RECORDS SUPPLIED:
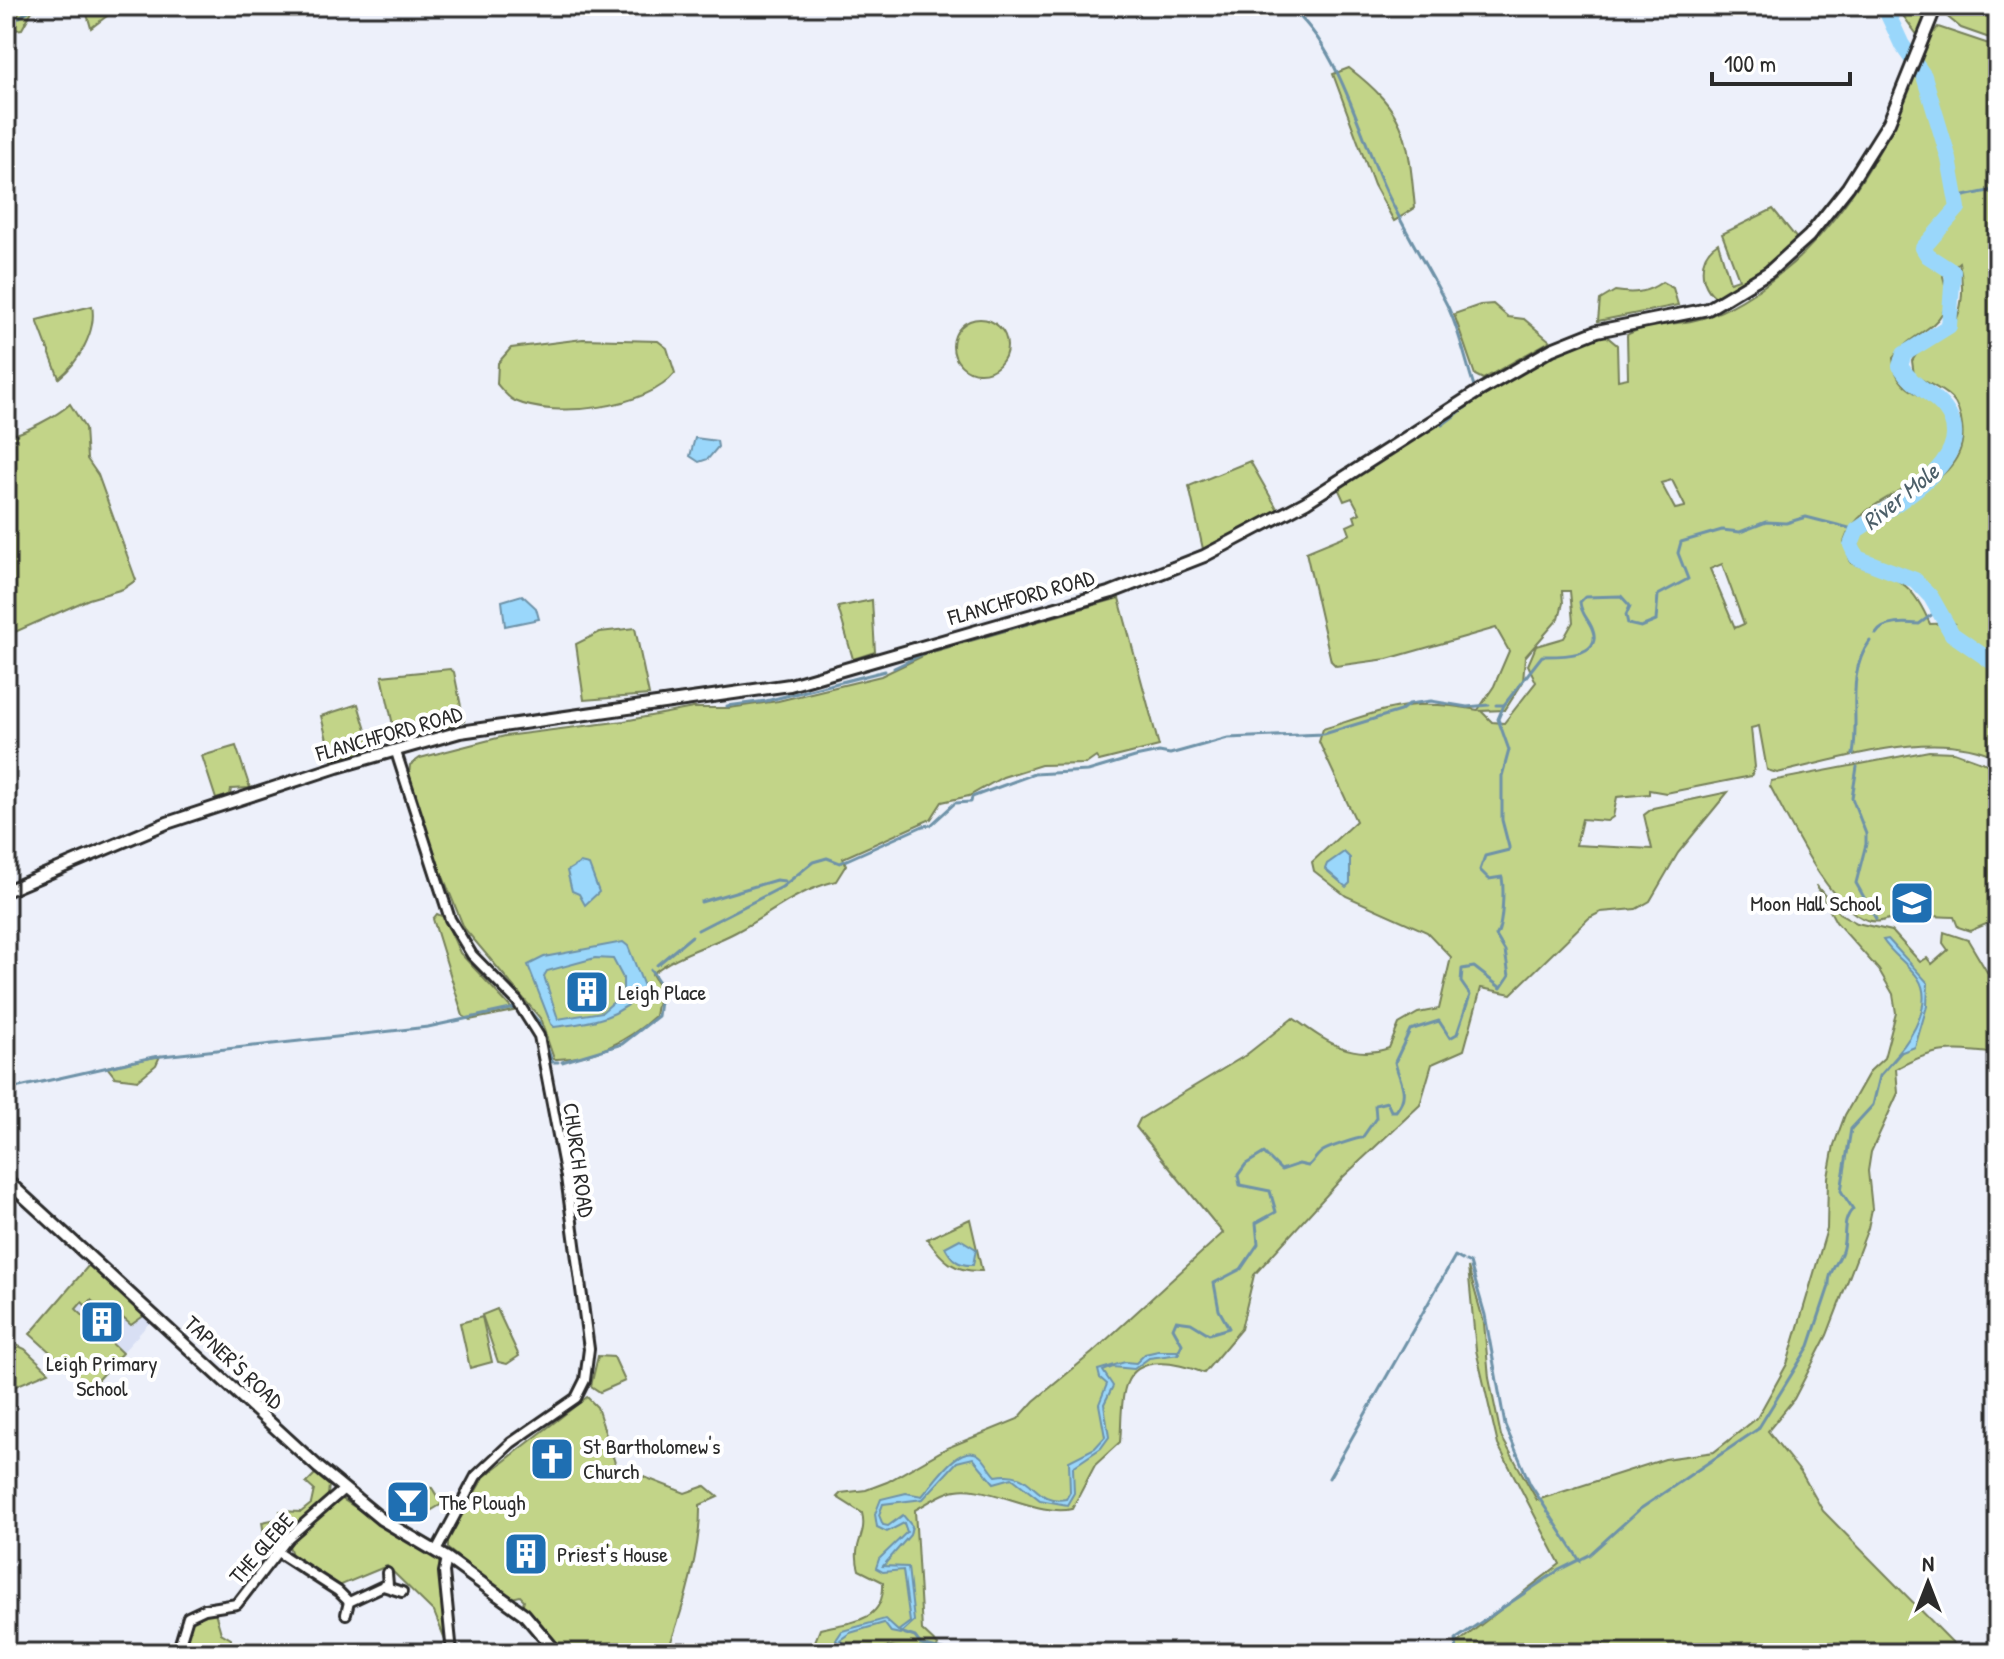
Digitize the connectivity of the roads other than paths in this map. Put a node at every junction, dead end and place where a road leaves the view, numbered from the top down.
1 (1936, 6) edge
2 (396, 752) junction
3 (6, 891) edge
4 (6, 1180) edge
5 (344, 1489) junction
6 (276, 1551) junction
7 (436, 1551) junction
8 (447, 1558) junction
9 (387, 1573) dead end
10 (388, 1585) junction
11 (402, 1592) dead end
12 (349, 1602) junction
13 (346, 1614) dead end
14 (177, 1653) edge
15 (452, 1653) edge
16 (557, 1653) edge

1 - 2 street, FLANCHFORD ROAD
2 - 3 street, FLANCHFORD ROAD
2 - 7 street, CHURCH ROAD
4 - 5 street, TAPNER'S ROAD
5 - 6 street, THE GLEBE
5 - 7 street, TAPNER'S ROAD
6 - 12 street
6 - 14 street, THE GLEBE
7 - 8 street, TAPNER'S ROAD
8 - 15 street
8 - 16 street, TAPNER'S ROAD
9 - 10 street
10 - 11 street
10 - 12 street
12 - 13 street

ACTIVITY: Could you give the material again exactly as it stands, omitting any image?

SOLUTION FOR THIS EXERCISE:
Digitize the connectivity of the roads other than paths in this map. Put a node at every junction, dead end and place where a road leaves the view, numbered from the top down.
1 (1936, 6) edge
2 (396, 752) junction
3 (6, 891) edge
4 (6, 1180) edge
5 (344, 1489) junction
6 (276, 1551) junction
7 (436, 1551) junction
8 (447, 1558) junction
9 (387, 1573) dead end
10 (388, 1585) junction
11 (402, 1592) dead end
12 (349, 1602) junction
13 (346, 1614) dead end
14 (177, 1653) edge
15 (452, 1653) edge
16 (557, 1653) edge

1 - 2 street, FLANCHFORD ROAD
2 - 3 street, FLANCHFORD ROAD
2 - 7 street, CHURCH ROAD
4 - 5 street, TAPNER'S ROAD
5 - 6 street, THE GLEBE
5 - 7 street, TAPNER'S ROAD
6 - 12 street
6 - 14 street, THE GLEBE
7 - 8 street, TAPNER'S ROAD
8 - 15 street
8 - 16 street, TAPNER'S ROAD
9 - 10 street
10 - 11 street
10 - 12 street
12 - 13 street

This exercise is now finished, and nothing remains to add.